What strikes German media analysts about the Bauer/Emap deal is how Bauer has joined the elite European media companies in being freed from the no-growth German market. “We recognized the difficult and reduced growth possibilities,” he told the press gaggle. Bauer’s non-German market share of the company’s gross income has risen to 45%, according to the Financial Times Deutschland. Both Axel Springer and Bertelsmann/RTL have invested heavily in broadcasting and new media outside Germany. 

There was quite a different view of the deal in the UK. Not a few wags forecast – again – the ultimate end to the commercial radio sector. The Times referred to the deal as a “seizure.” Over and over the obsessive meme of the lost opportunity to compete with the BBC’s scale was heard. Most all the UK media companies wanted to bid for parts of Emap, looking for incremental market advantage here or there. When the hammer dropped, only Heinz Bauer was standing. UK wags said the bid was overpriced. The Guardian said, “People will die.” German wags thought the price was about right.

The Bauer/Emap deal did, unfortunately, come down as Ralph Bernard, GCap’s founding director, stepped down, giving greater than warranted credence to the demise of UK commercial radio broadcasting. Conventional wisdom in the UK has been that the commercial radio sector needed to consolidate further, perhaps as two giant companies, to give the BBC a run for the market share. There is little doubt that the BBC radio and television market shares affect commercial sector valuations. In a statement last week Bernard said GCap might need to close its digital platform radio stations.

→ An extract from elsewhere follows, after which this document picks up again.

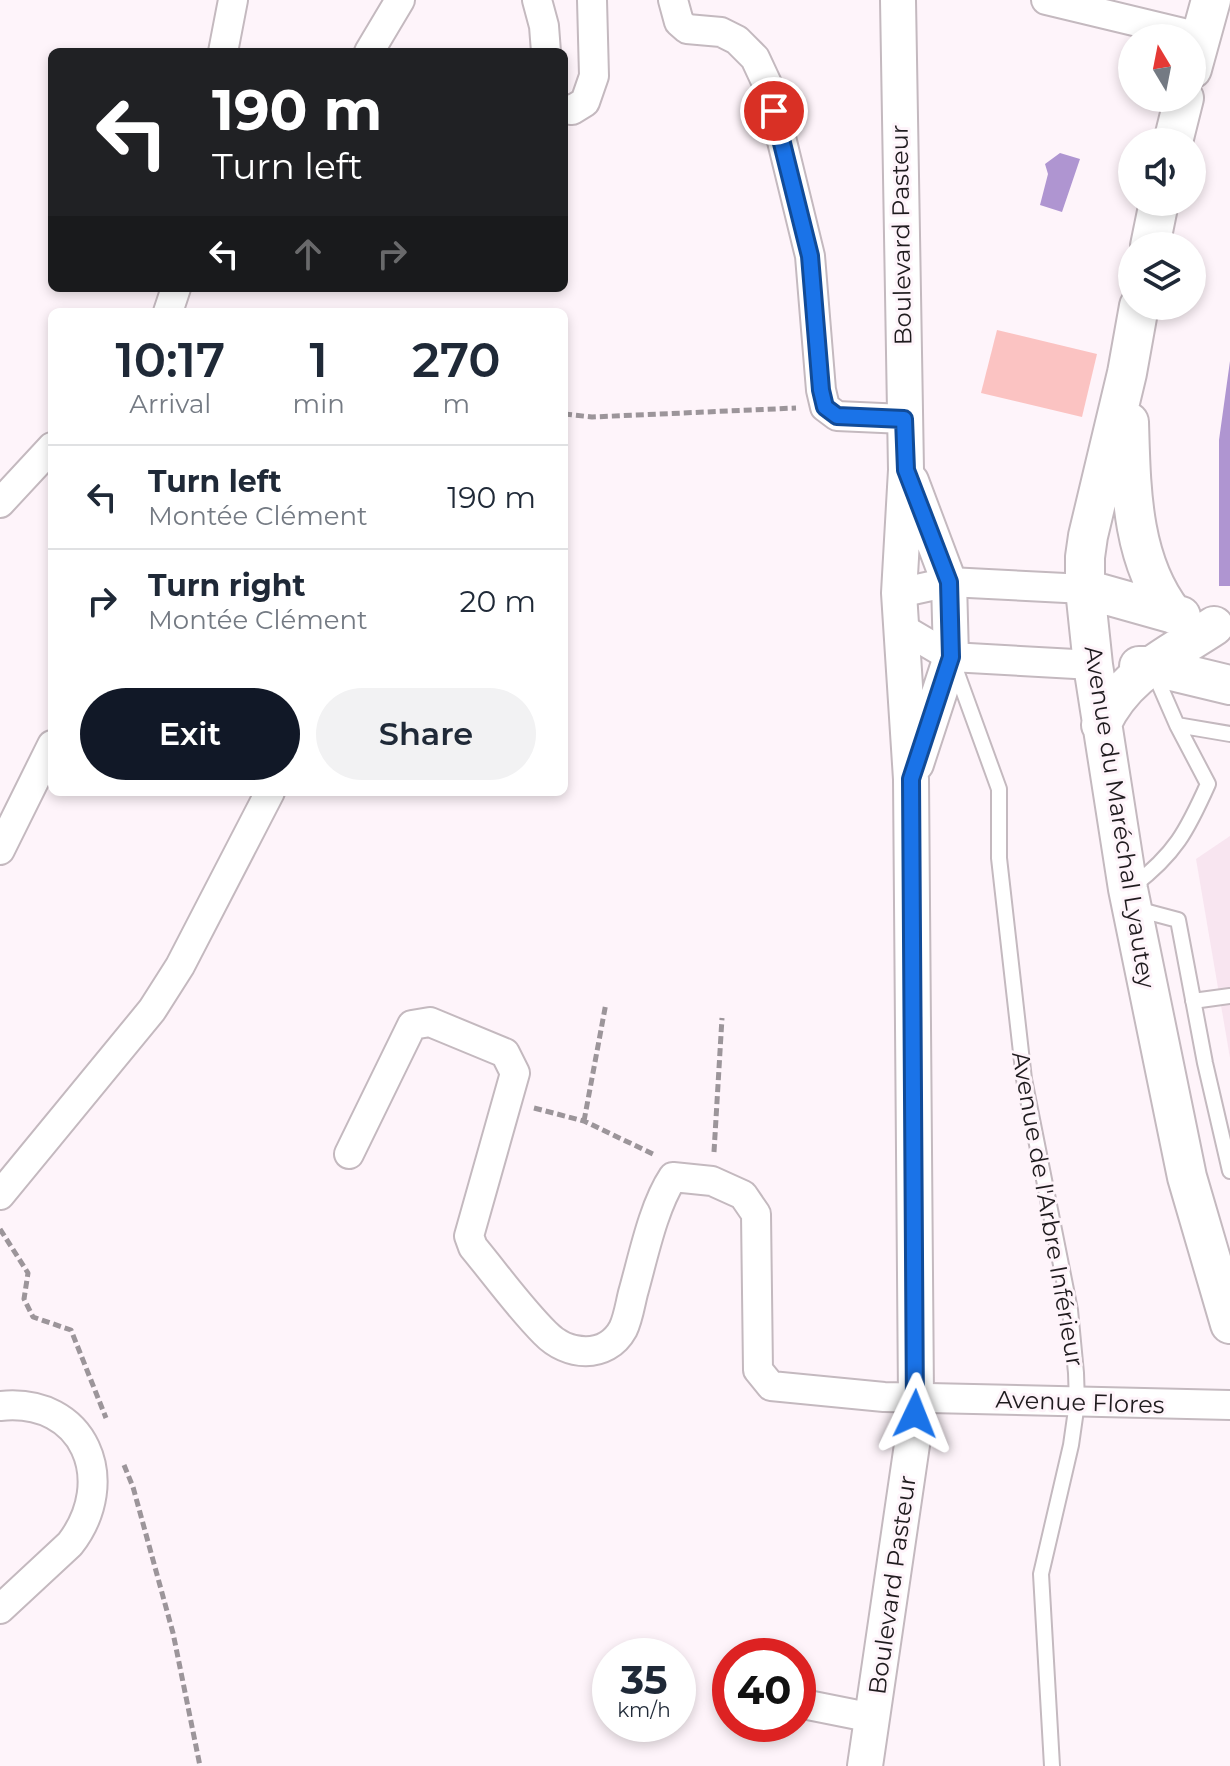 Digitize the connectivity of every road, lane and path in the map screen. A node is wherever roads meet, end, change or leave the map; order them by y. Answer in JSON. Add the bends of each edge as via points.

GCap’s founding three years ago, combining Capital Radio with GWR, was a mighty deal that never lived up to its promise, at least not to shareholders. Consolidation, it seems, is much trickier than putting one to one and getting three, or six, or 16. Even Clear Channel, America’s poster child for media consolidation, is now valued at a fraction of where it was trading before the entire US market consolidated and the buy-out its investors have been screaming for continues to be stalled by a very nervous private equity market.

Timing, of course, is everything. These are not days for phoning up your investment banker and trying to strike up a conversation about finance. Bankers aren’t even phoning up other bankers to talk about finance. Raising money when bankers are unsure about net present and future values is neigh on impossible. Even loan sharks (also known as venture capital) are on extended holiday, deal flow screeching to a halt. 

Companies in the best position to take advantage of the moment are those privately held. Publicly traded companies need to face stock traders and shareholders day to day demands. Economists – at least those who have dispensed with the last century’s irrational exuberance – see the global liquidity crunch continuing well into 2008, maybe farther. Media companies overly attached to the traditional advertising model will continue to struggle – and fail – as the new performance-based advertising model is favored in a consumer recession.

Advertising, noted by all recent forecasts, continues to rise. All the growth and much of the rest is going to markets where consumer spending is increasing, be that Eastern Europe, Russia and Asia, or where business-to-business spending is robust. Bauer recently bought the top rated radio broadcaster in Poland, a tiny point missed by UK media wags, the Guardian excepted. Axel Springer is invested in Turkey, RTL in Russia. Axel Springer’s bid for 25% of Polish TV channel PolSat apparently crashed last week with the Polish owner demanding more money. The thread running through all these major acquisitions is multi-platform brand strength; ultimately the source of all revenue.

Heinz Bauer just bought several multi-platform media brands in the UK. While the arrival of a few dozen German accountants may increase the anxiety, the survival rate will likely be quite high. The next question is about how long German financial engine can power Europe’s media.